Anything Roux can do, Nel can do…

State Prosecutor Gerrie Nel cross-examines the pathologist during the murder trial of Oscar Pistorius at the High Court in Pretoria. Picture: Themba Hadebe

State Prosecutor Gerrie Nel cross-examines the pathologist during the murder trial of Oscar Pistorius at the High Court in Pretoria. Picture: Themba Hadebe

Published Apr 8, 2014

Share

Pretoria - It was only a few minutes into prosecutor Gerrie Nel’s cross-examination of pathologist Jan Botha when my friend messaged: “Is being rude the only way to win a criminal trial?” he asked.

Defence advocate Barry Roux’s “I put it to you” pales in comparison to what Nel had been putting out.

“I ask questions – you answer them,” he had told Botha. He corrected the witness by telling him: “It’s not you may be wrong, you are wrong.”

When Botha protested, “I’m not here to win the case or lose the case for either the State or the defence”, Nel replied “I beg to differ”, implying Botha had simply aligned his testimony to suit Oscar Pistorius’s version.

When Nel had been building the State’s case, he was unassuming. He seemed like the poor cousin of Roux, who media monitoring company Data Driven Insight found had received nearly three times the amount of attention.

Roux had been like a disappointed father in cross-examination, patronising the witness and almost offering the opportunity to say they were wrong almost kindly.

On Monday, Nel was quite the opposite. Like an excited playground bully, he hopscotched from question to question at a rapid pace, dotting his way with sarcasm and snide remarks.

Like Roux, Nel is simply doing his job – taking the testimony of the witness and subjecting it to scrutiny.

“I’m not unfair, I’m testing it (your version),” he said.

“Yes,” Botha said.

“Then answer the question,” said Nel.

The next to answer Nel’s questions will be a man who also had his first day to flex his muscles readily on Monday – Pistorius. There has been a lot of talk about how a duel between Pistorius and Nel will go down, as winning this round may make or break the case for either side.

 

After making a tearful apology to the Steenkamp family, Pistorius got down to laying down some of the major themes that could help his defence.

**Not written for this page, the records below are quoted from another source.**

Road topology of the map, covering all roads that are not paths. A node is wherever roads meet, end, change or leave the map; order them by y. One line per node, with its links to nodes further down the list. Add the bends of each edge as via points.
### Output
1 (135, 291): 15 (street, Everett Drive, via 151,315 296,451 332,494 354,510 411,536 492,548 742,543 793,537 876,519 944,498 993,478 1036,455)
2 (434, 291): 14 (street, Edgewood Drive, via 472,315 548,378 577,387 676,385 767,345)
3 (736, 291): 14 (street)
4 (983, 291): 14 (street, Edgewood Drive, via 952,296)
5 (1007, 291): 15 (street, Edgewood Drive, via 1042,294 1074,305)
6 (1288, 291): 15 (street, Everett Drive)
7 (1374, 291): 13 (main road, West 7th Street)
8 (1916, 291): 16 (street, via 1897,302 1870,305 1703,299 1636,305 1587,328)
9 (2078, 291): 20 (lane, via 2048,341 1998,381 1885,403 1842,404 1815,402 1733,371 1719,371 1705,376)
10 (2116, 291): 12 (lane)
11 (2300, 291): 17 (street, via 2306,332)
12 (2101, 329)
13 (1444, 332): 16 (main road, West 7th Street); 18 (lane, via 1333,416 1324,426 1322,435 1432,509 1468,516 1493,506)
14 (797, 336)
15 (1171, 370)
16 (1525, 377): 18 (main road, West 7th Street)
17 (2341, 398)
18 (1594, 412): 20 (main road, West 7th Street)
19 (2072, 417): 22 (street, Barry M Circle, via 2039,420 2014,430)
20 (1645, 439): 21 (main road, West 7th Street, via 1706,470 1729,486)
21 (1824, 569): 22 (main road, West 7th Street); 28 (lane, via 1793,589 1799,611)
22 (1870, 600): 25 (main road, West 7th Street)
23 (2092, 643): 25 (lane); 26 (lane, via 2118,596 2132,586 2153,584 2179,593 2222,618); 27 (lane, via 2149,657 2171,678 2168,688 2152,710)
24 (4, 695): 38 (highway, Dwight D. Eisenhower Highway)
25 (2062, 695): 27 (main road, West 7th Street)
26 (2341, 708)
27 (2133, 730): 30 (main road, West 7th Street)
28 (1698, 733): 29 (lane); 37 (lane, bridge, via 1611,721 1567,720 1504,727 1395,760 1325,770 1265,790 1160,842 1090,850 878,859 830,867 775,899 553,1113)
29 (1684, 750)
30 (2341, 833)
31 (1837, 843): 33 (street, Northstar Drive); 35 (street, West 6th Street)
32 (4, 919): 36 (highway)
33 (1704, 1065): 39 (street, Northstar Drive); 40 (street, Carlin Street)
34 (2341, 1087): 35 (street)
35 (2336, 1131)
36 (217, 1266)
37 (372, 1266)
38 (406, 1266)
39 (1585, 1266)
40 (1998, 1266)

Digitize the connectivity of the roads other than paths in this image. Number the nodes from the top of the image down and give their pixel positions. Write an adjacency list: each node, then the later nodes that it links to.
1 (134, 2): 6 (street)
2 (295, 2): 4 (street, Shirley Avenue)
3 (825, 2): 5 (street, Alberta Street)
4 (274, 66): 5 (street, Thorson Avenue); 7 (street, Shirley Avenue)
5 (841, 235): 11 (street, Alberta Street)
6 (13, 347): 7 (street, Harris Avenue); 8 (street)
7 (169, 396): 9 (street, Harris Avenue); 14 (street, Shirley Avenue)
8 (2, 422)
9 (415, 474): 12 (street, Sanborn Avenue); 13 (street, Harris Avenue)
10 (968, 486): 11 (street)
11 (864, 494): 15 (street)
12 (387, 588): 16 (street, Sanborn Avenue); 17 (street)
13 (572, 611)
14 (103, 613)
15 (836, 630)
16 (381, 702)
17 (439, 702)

He said he was plagued by nightmares “to the point I’d rather not sleep than wake up like that”.

He talked about his childhood and his mother’s death. There was pride in his voice when he spoke about his athletics career and charity work. After so many weeks of being this silent, sobbing figure, he made himself seem human again as he talked about his dogs.

He played on his disability – how he had never let it rule him and how it affected him, saying: “I’m shy about (my prostheses), embarrassed about them when I don’t have them on.”

Many saw what he had to say as simply trying to garner sympathy. Judge Thokozile Masipa did seem to have been taken in when she allowed court to adjourn early.

Whether the court will look favourably on what Pistorius has to say has yet to be seen. First, he must get past Nel.